_What you will do_
Read the data below. Every line holding the string "give" must be copied.

_Saved data entries_
-=-=-

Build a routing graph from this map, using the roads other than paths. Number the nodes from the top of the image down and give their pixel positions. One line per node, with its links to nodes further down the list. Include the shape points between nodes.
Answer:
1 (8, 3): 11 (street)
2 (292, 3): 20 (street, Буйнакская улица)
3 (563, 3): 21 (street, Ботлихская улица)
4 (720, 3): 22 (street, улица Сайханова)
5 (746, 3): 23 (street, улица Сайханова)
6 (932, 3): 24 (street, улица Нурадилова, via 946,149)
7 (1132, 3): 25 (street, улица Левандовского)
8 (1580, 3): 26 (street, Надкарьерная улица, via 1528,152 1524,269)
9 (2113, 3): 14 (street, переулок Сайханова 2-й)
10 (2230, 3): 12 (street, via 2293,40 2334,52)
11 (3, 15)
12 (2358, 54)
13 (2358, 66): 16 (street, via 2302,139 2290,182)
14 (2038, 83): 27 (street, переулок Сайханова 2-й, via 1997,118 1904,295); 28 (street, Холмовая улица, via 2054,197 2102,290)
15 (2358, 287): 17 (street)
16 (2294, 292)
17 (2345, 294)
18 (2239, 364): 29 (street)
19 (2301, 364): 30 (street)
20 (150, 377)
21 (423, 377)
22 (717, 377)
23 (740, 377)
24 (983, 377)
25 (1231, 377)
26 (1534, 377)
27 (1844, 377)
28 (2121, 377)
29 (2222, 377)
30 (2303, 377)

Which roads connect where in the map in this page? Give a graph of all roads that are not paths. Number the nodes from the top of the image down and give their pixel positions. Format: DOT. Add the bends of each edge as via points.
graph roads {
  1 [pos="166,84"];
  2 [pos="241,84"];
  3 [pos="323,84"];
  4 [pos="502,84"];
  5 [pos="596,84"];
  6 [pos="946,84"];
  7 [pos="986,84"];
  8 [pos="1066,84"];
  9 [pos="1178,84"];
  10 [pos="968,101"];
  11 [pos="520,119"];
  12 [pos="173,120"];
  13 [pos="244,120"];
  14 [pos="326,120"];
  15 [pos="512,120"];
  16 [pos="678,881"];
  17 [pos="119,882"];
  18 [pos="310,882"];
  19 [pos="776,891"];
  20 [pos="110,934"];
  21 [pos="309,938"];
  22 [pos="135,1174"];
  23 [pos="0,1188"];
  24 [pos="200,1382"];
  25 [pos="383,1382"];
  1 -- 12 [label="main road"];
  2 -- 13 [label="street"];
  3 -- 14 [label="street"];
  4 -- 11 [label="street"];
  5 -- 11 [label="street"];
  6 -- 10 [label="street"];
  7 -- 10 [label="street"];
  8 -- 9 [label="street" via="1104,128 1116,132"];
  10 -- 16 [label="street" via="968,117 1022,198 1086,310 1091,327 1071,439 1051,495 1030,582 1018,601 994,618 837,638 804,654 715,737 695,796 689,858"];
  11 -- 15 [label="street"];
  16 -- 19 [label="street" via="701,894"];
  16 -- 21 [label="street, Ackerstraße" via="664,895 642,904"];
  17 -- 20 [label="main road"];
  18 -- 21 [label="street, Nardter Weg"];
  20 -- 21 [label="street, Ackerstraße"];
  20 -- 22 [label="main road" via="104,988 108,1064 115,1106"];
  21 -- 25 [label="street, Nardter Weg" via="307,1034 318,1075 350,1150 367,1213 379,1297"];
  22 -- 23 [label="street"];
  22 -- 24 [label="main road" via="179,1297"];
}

-=-=-

_Exercise solution_
Build a routing graph from this map, using the roads other than paths. Number the nodes from the top of the image down and give their pixel positions. One line per node, with its links to nodes further down the list. Include the shape points between nodes.
Which roads connect where in the map in this page? Give a graph of all roads that are not paths. Number the nodes from the top of the image down and give their pixel positions. Format: DOT. Add the bends of each edge as via points.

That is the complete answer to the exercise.